Radiotherapy can be used with another form of Surgery for the elimination of Cervical Cancer at Stage 2. Radiotherapy can be delivered either:
- Externally: A machine with high-radiative energy is used to beam waves into the pelvis to remove cancerous cells.
- Internally: In such cases, a radioactive implant is planted beside the tumor inside the vagina. This treatment is known as Brachytherapy, which aims to lessen the harm to the surrounding tissue by administering the radiation closer to the tumor.
Chemotherapy : This treatment option involves using either a single
- drug or a merger of different medical drugs to destroy the cancer cells. This treatment is used to slow the progression of cancer cells and relieve its symptoms.
- is given directly into the vein using a drip.
According to a recent study, approximately 60% of Cervical Cancer patients survived after 5 years from their Radiation therapy. However, along with chemotherapy, survival chances are improved.
In the section of STAGE III, the cancer has spread to the lower third of the vagina and/or to the pelvic wall and/or has caused kidney issues. STAGE III is categorized into STAGES IIIA, IIIB, and IIIC, depending on how far the cancer has spread.
- STAGE IIIA: The tumor has spread to the lower section of the vagina but not to the pelvic wall
- STAGE IIIB: Cancer has crossed the pelvic wall, and/or the tumor has grown enough to block one or both the ureters or has caused any of the kidneys to function abnormally.
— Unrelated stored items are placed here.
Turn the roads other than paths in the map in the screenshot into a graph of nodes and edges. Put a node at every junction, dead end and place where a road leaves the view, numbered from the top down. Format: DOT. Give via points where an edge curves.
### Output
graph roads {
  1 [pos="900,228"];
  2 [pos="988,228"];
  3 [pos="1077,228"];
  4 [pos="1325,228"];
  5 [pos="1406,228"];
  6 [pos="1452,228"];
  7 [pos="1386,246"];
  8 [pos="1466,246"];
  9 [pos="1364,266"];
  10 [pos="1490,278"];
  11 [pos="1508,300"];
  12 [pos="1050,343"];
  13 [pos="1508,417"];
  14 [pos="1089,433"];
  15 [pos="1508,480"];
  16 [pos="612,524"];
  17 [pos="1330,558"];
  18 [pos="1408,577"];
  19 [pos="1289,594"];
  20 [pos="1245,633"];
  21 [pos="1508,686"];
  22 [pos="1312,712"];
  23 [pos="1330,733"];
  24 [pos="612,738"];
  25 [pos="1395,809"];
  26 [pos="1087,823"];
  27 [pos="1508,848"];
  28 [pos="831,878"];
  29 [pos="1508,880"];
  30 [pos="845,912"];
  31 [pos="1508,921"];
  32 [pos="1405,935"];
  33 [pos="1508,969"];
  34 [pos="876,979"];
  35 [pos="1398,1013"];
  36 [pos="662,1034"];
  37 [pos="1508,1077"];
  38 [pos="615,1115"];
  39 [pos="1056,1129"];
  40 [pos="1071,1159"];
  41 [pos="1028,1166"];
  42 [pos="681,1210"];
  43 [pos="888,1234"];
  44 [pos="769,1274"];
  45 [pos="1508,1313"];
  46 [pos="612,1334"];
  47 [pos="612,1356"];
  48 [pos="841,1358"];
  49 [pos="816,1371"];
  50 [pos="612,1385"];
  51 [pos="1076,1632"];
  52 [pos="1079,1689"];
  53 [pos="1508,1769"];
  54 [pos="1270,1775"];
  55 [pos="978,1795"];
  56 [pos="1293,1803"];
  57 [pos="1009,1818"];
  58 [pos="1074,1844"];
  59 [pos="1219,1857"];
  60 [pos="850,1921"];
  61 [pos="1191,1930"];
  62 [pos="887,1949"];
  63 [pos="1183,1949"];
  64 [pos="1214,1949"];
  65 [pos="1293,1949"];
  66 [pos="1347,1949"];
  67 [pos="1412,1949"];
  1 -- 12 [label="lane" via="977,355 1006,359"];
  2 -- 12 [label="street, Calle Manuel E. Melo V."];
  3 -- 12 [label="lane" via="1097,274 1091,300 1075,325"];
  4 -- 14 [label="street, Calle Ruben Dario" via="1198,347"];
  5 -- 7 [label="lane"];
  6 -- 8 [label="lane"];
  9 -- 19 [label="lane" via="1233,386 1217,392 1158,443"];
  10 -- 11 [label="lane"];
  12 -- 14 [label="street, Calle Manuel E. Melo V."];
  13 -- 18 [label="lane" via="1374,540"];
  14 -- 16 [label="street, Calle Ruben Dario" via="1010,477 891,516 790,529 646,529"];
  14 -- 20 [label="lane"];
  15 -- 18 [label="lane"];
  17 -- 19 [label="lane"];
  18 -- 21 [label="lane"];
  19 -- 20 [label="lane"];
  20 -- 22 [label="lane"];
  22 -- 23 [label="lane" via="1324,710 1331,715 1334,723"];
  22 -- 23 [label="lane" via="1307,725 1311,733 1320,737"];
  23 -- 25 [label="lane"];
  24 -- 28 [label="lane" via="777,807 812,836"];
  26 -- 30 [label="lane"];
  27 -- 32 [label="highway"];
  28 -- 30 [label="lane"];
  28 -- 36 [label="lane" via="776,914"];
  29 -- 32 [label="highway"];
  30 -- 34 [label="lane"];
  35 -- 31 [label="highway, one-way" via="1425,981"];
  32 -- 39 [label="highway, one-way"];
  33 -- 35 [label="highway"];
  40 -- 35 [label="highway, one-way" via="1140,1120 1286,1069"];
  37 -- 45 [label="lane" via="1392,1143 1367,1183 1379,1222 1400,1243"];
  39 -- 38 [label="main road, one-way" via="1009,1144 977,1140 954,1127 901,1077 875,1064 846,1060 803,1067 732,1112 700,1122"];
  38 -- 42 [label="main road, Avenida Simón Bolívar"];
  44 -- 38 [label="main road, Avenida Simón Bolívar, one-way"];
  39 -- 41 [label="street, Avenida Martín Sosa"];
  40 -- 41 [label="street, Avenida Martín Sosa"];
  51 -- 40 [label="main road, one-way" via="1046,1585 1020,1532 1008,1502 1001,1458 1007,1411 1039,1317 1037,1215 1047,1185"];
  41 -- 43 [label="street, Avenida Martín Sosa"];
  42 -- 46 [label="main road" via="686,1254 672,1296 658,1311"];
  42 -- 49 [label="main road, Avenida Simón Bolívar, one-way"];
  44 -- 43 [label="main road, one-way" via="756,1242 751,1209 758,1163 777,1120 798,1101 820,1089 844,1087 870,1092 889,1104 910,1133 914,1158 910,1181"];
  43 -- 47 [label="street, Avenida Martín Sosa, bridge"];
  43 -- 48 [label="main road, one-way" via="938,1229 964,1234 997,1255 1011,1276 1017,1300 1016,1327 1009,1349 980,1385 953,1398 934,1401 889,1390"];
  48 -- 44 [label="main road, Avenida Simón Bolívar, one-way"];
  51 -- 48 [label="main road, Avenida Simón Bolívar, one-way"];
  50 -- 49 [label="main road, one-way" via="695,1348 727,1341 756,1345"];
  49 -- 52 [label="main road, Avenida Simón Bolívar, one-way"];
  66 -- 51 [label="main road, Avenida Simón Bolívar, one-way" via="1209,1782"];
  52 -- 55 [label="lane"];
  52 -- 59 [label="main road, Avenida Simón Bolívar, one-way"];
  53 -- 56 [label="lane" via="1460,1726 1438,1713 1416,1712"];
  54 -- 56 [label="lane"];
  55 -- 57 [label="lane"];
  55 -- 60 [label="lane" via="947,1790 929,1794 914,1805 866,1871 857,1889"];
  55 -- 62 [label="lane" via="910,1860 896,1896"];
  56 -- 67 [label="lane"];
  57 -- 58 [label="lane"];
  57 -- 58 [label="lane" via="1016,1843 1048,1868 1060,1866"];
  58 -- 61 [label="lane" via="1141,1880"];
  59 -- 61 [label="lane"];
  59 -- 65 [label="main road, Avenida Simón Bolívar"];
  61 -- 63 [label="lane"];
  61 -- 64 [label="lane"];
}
- STAGE IIIC: STAGE IIIC is divided into further two stages; IIIC1 and IIIC2, depending on the increased rate of cancer cells to the lymph nodes:
- STAGE IIIC1: Cancer has advanced to the lymph nodes in the pelvis.
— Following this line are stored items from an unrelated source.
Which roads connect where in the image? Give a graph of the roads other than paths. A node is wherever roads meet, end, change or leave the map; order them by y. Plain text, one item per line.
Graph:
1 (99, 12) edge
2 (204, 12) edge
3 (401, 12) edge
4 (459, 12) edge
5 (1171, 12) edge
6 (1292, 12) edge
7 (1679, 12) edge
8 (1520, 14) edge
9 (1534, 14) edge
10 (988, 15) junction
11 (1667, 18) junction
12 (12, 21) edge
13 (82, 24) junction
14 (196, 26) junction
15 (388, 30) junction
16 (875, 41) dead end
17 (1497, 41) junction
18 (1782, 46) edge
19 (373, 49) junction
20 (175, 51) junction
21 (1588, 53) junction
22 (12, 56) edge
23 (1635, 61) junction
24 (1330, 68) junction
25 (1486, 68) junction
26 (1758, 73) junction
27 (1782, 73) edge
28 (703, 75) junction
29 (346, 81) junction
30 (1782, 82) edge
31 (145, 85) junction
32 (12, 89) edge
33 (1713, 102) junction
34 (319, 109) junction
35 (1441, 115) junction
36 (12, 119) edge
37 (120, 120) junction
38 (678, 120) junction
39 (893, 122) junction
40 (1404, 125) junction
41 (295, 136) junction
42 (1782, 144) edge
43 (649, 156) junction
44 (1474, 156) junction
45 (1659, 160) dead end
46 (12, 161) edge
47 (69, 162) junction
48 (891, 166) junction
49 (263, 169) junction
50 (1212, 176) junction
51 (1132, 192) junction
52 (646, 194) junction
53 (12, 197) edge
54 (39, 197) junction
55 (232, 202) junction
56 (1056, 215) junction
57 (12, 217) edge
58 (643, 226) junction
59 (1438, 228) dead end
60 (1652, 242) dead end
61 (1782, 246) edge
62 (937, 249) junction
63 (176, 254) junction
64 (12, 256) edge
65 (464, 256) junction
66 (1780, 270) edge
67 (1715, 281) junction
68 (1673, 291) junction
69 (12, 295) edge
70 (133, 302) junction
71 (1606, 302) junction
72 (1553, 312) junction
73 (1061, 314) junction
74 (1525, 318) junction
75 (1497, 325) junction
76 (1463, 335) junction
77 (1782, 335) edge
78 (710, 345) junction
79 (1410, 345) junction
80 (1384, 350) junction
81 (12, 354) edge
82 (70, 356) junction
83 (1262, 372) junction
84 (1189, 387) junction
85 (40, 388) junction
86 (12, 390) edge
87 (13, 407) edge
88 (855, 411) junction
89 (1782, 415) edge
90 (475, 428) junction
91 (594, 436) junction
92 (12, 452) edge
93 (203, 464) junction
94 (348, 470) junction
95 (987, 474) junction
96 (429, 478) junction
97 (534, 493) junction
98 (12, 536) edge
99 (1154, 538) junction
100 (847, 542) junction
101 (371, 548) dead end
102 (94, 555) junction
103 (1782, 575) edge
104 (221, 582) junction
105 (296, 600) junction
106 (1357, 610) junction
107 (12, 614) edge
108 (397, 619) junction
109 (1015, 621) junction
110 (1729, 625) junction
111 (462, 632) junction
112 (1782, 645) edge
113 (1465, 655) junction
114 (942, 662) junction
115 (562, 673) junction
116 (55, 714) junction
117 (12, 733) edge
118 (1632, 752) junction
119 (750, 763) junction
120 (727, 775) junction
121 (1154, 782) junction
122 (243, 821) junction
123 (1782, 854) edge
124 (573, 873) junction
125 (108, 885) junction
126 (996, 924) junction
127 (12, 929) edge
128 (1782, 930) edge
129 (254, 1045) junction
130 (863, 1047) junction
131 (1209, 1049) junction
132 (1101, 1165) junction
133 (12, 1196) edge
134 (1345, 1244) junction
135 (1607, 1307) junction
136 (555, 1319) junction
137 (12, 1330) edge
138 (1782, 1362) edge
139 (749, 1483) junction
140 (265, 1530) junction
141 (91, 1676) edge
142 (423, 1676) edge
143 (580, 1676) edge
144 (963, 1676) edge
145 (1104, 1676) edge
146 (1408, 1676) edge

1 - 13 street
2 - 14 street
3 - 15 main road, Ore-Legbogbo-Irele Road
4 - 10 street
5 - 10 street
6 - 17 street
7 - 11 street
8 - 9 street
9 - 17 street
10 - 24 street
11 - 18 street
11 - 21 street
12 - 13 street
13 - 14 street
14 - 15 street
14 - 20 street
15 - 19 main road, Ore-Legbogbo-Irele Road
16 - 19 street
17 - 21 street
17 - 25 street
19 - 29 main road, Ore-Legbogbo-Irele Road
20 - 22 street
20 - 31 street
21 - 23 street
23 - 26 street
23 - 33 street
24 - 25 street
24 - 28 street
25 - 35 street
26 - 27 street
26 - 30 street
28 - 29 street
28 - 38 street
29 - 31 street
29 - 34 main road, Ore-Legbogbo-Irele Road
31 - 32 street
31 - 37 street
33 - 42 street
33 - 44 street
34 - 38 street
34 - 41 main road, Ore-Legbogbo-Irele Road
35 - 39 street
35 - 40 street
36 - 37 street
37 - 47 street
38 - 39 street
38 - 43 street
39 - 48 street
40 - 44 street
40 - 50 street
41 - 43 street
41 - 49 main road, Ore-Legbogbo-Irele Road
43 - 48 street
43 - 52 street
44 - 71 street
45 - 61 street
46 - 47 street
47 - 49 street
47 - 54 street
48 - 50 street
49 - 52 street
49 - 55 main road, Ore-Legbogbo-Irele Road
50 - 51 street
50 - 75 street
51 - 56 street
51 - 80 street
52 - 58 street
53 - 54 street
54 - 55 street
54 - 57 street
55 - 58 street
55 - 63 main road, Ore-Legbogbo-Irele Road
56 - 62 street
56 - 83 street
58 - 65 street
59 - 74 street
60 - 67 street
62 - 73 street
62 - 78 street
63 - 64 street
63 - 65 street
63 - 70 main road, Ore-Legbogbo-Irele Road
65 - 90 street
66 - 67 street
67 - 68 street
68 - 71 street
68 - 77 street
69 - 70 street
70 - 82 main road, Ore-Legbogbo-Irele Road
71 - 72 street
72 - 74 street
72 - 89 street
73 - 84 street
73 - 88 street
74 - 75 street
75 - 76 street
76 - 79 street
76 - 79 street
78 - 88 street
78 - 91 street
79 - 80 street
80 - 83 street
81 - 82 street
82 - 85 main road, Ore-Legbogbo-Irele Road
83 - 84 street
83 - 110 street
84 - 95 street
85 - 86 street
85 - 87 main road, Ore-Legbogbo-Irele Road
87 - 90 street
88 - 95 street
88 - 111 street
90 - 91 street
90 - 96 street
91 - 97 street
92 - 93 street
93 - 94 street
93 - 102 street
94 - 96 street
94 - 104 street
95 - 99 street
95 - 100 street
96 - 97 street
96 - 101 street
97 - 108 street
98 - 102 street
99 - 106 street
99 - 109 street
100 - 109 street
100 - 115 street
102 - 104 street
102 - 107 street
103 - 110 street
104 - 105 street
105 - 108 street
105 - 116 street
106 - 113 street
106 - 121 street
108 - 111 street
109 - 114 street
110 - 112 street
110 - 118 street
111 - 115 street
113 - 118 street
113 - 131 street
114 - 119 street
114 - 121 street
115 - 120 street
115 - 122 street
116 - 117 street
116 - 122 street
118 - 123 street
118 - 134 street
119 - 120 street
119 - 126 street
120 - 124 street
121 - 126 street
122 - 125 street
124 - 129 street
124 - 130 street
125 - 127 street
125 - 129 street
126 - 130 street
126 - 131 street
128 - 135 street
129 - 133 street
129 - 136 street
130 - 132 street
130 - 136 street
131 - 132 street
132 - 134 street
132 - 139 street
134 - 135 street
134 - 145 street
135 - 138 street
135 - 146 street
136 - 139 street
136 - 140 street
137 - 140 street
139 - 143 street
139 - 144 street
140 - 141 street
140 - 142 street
- STAGE IIIC2: Cancer has now reached to the lymph nodes in the abdomen near the aorta. Trachelectomy: When Cervical Cancer is identified at the stage III, then this treatment is best suited for the cancer patient. During this procedure, the cervix and the upper section of the vagina are removed. The womb sits at its original place and will be reattached to the lower section of the vagina. Also, it is advised to wait for a period of 6 to 12 months to conceive as the womb and vagina needs time to heal.
Cervical Cancer patients with stage III experience a 5-year survival rate of 63%. The chances of the cancerous cells hitting back are reduced to 42% by providing best-in-class treatment.
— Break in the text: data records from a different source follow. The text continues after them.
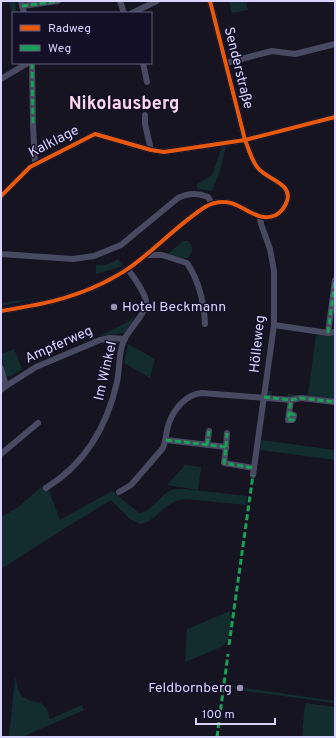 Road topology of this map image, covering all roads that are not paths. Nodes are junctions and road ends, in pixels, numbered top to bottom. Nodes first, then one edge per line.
1 (58, 1) edge
2 (120, 1) edge
3 (157, 1) edge
4 (210, 1) edge
5 (22, 7) edge
6 (124, 12) edge
7 (134, 12) edge
8 (335, 44) edge
9 (226, 63) junction
10 (26, 64) edge
11 (32, 64) edge
12 (143, 64) edge
13 (1, 79) edge
14 (147, 82) dead end
15 (145, 115) dead end
16 (335, 117) edge
17 (245, 140) junction
18 (151, 150) junction
19 (35, 164) junction
20 (1, 196) edge
21 (212, 204) junction
22 (260, 216) junction
23 (1, 254) edge
24 (146, 255) junction
25 (128, 269) junction
26 (335, 280) edge
27 (1, 311) edge
28 (204, 324) dead end
29 (274, 325) junction
30 (335, 332) edge
31 (328, 333) junction
32 (125, 339) junction
33 (1, 368) edge
34 (4, 388) edge
35 (264, 397) junction
36 (291, 400) junction
37 (335, 402) edge
38 (289, 413) dead end
39 (38, 423) dead end
40 (209, 431) dead end
41 (227, 433) dead end
42 (166, 440) junction
43 (207, 445) junction
44 (226, 447) junction
45 (1, 454) edge
46 (254, 468) junction
47 (253, 475) dead end
48 (46, 488) dead end
49 (119, 492) dead end

1 - 5 street
2 - 6 street
3 - 7 street
4 - 9 street, Senderstraße
8 - 9 street
9 - 17 street, Senderstraße
10 - 13 street
11 - 19 street
12 - 14 street
15 - 18 street
16 - 17 street, Kalklage
17 - 18 street, Kalklage
17 - 22 street, Senderstraße
18 - 19 street, Kalklage
19 - 20 street, Kalklage
21 - 22 street
21 - 23 street
21 - 24 street
22 - 29 street, Hölleweg
24 - 25 street
24 - 28 street
25 - 27 street
25 - 32 street, Im Winkel
26 - 31 street
29 - 31 street
29 - 35 street, Hölleweg
30 - 31 street
32 - 34 street, Ampferweg
32 - 48 street, Im Winkel
33 - 34 street
35 - 36 street
35 - 42 street
35 - 46 street, Hölleweg
36 - 37 street
36 - 38 street
39 - 45 street
40 - 43 street
41 - 44 street
42 - 43 street
42 - 49 street
43 - 44 street
44 - 46 street
46 - 47 street, Hölleweg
- Under STAGE IV, the tumor has spread beyond the pelvis or has spread nearby to the lining wall of the bladder or rectum, or has extended to the other tissues of the body. STAGE IV is divided into further two stages IVA and IVB:
- STAGE IVA: The cancer has developed in the nearby organs such as the bladder or rectum.
- STAGE IVB: Cancer has passed on to the other parts of the body like the liver, lungs, bones, or distant lymph nodes.
- Large Loop Excision of the Transformation Zone (LLETZ): Under this cancer treatment, the cancerous cells are removed by using a fine wire with an electric current. This treatment is done by giving local anesthetic and can be performed at the same time as a colposcopy.
- Cone Biopsy: During this surgery, surgeons remove a cone-shaped area of the abnormal tissue. This is usually performed under general anesthetic.
- Pelvic Exenteration: This Cancer Treatment option is usually recommended when Cervical Cancer hits back after its first treatment and diagnosis. This Surgery is performed if the cancer returns to the pelvis but has not started to spread beyond that area. A pelvic exenteration has two phases:
- The cancerous cells, along with the vagina, are removed. In some cases, it might involve removing the bladder, rectum, or lower section of the bowel.
- Stoma holes are created in the tummy, which allows passage of stool and pee out of the body into pouches known as colostomy bags.
- Stage IV Cervical Cancer patients have a survival rate of 57%, based on the treatment options mentioned above. The patients who are diagnosed in stage IV and decide not to continue with the treatments mentioned above have a lifespan of 6 months to a year.